No se puede decir impunemente ‘Te quiero’ en Venecia.Visión Libros. 2010
1.155 – Un marido
Soy enemigo de la injusticia. Me lo repito todos los días ante el espejo, en el cuarto de baño. Mi protesta ante una situación injusta no tiene límites… Perdón, los tiene. Lo admito noblemente. No soy capaz de arrodillarme en medio de la calle, rociarme con gasolina y prenderme fuego. Soy tímido, vergonzoso y mis alaridos de terror provocarían ciertamente la atención de todos. No me gusta llamar la atención.
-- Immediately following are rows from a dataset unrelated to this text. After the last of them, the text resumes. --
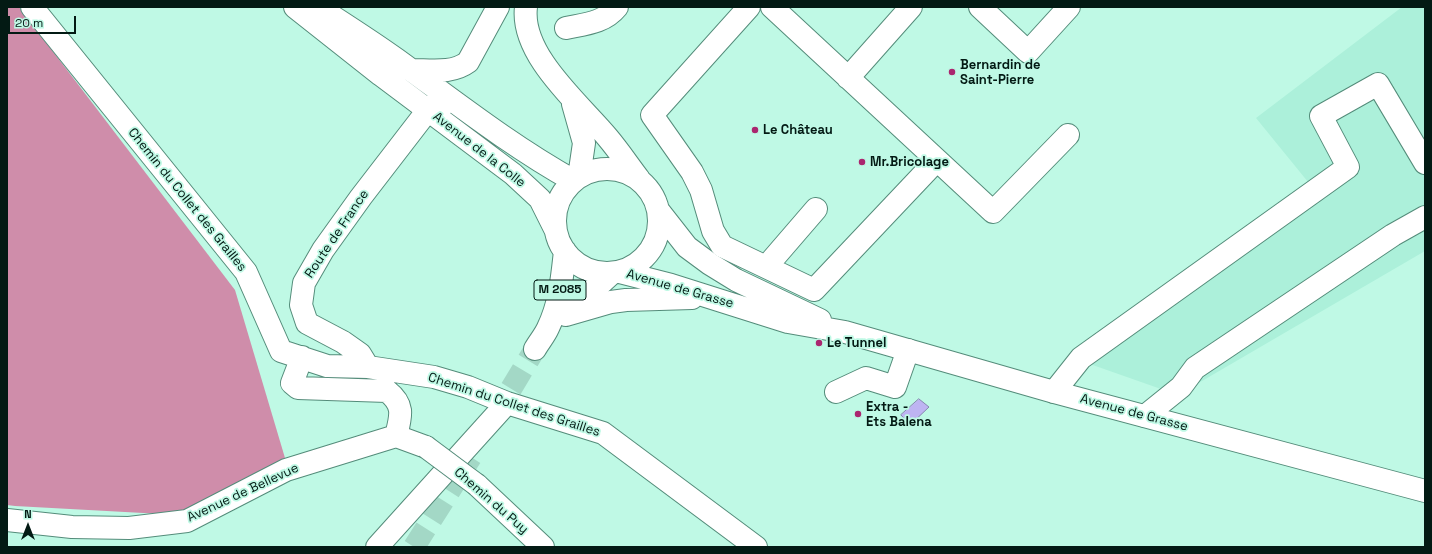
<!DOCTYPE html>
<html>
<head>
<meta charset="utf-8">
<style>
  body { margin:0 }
  #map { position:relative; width:1432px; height:554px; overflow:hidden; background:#bff9e5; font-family:"Space Grotesk",sans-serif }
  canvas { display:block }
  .frame { position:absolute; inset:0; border:8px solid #031a14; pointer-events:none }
  .north { position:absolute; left:8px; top:506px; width:40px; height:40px; -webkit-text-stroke:3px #bff9e5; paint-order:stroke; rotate:0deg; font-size:11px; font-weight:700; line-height:16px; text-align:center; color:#031a14 }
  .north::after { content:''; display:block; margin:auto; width:14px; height:18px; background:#031a14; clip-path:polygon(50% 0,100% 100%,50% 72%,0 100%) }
  .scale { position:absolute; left:8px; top:16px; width:68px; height:18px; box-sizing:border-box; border:2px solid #031a14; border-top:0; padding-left:5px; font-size:12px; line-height:14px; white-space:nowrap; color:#031a14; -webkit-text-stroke:3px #bff9e5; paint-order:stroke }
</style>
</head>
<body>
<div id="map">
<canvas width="1432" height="554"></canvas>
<div class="frame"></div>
<div class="north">N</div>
<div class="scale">20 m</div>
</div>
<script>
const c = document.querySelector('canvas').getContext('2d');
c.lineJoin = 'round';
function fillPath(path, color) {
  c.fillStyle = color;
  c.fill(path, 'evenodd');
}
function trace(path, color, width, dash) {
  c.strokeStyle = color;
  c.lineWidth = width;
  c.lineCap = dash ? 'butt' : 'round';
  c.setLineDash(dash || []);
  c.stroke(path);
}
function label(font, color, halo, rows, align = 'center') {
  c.font = font + ' "Space Grotesk",sans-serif';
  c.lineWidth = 3.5;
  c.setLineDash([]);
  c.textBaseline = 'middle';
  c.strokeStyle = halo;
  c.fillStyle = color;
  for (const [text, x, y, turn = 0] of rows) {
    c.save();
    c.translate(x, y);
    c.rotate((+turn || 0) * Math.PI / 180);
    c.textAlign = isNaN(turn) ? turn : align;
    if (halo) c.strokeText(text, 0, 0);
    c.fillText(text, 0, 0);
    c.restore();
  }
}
fillPath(new Path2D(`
  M 1402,7 L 1425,7 L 1425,251 L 1178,395 L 1087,363 L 1317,193 L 1256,118 Z`), '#acf0da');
fillPath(new Path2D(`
  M 7,7 L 19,7 L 235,290 L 285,458 L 180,515 L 15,506 L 7,505 Z`), '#cf8daa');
const water = new Path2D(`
  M 919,399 L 929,407 L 910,425 L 901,415 Z`);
fillPath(water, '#beb4f2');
trace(water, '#8686af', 1);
trace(new Path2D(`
  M 494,417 L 535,349
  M 414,547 L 471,457`), '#a3d8c6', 22, [22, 11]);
const minor = new Path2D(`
  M 32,7 L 246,272 L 281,351 L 327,366 L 368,367 L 434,377 L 468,387 L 507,403 L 603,433 L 756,547
  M 749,7 L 652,115 L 692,172 L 701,190 L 713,231 L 722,246 L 814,290 L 937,160 L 772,7
  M 980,7 L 1028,52 L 1069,7
  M 566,28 C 585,24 604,23 617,7
  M 848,78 L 911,7
  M 937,160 L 993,212 L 1068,135
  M 766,267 L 816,209
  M 302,357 L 292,383 L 298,388 L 387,391 C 405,405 401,416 396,436
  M 368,367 L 360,354 L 343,342 L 307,323 L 301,305 L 304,283 L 323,250 L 361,197 L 428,110 L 433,105 L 444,104
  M 836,392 L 866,378 L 895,387 L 908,350
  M 1054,392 L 1081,358 L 1348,167 L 1321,116 L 1378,84 L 1425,163
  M 1145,416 L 1181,387 L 1195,368 L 1393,235 L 1425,217
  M 396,436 L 426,447
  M 477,485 L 543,547
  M 7,520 L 72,527 L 129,528 L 187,521 L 286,470 L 396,436
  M 377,547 L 507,403`);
const major = new Path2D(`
  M 295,7 L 381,75 L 513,174 L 540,199 L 555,229
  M 318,7 C 344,24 371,41 396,59 C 454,101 511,146 574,181
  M 526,7 C 520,55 580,104 608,138 C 619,151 629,166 639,179
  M 411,70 C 431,70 452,74 468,62 L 498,7
  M 573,104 L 584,143 L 579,177
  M555 221a52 52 0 1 1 104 0a52 52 0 1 1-104 0Z
  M 658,210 L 687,247 L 710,264 L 736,280 L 820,320
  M 620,272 L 671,285 L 788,322 L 845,332 L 1054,392 L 1425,491
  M 568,313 L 612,273
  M 566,315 L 611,302 L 626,300 L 692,298
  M 535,349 C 539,342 545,335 548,328 C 560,303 562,278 565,251`);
trace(minor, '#548c7a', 24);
trace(major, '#548c7a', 24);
trace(minor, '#fff', 22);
trace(major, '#fff', 22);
const minorBridge = new Path2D(`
  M 426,447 L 477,485`);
trace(minorBridge, '#548c7a', 24, []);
trace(minorBridge, '#fff', 22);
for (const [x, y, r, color] of [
  [952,72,4,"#aa266f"],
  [755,130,4,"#aa266f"],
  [862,162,4,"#aa266f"],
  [819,343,4,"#aa266f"],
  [858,414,4,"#aa266f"]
]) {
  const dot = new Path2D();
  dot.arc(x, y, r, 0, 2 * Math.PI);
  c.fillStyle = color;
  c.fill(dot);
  trace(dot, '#bff9e5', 1.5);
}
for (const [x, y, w] of [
  [560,290,52]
]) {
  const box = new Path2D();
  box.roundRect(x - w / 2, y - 10, w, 20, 3);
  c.fillStyle = '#bff9e5';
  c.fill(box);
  trace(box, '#031a14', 1);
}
label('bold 12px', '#031a14', null, [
  ["M 2085",560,290]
]);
label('bold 13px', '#031a14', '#bff9e5', [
  ["Bernardin de",960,65],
  ["Saint-Pierre",960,80],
  ["Le Château",763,130],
  ["Mr.Bricolage",870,162],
  ["Le Tunnel",827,343],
  ["Extra -",866,407],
  ["Ets Balena",866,422]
], 'left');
label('13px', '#031a14', '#bff9e5', [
  ["Avenue de la Colle",479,150,38],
  ["Chemin du Collet des Grailles",187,200,51],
  ["Route de France",337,234,-56],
  ["Avenue de Grasse",680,289,16],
  ["Chemin du Collet des Grailles",514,405,18],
  ["Avenue de Grasse",1134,413,15],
  ["Avenue de Bellevue",243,493,-25],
  ["Chemin du Puy",491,501,41]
]);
</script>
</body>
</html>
Hay otras maneras, otras formas. «Clic», la radio que deja de hablar. Resulta más difícil hacer lo mismo con el televisor. Mi familia protesta. Y entonces ¿qué puede hacer uno? Un amigo mío no soporta que nadie le contradiga. Su negativa la respalda con violentos puñetazos en la mesa, estrella botellas, vasos y platos contra la pared. ¿Sería yo capaz de hacer lo mismo?, me dije un día. ¿Por qué no? Y estrellé una jarra contra la pared. Estábamos todos sentados, ocupando un tresillo y el locutor decía estupideces. Hecha añicos, los cristales se esparcieron por la habitación. «¡Recoge!», dijo ella, con voz seca y autoritaria. No tuvo la más mínima consideración hacia mi persona, hacia mi dignidad de padre. Delante de nuestros hijos tuve que recoger, uno por uno, todos los trozos de la jarra, arrodillado… Al estirar el brazo para recoger un trozo de cristal alejado, mi hija protestó: «Papá, agacha la cabeza que no me dejas ver…».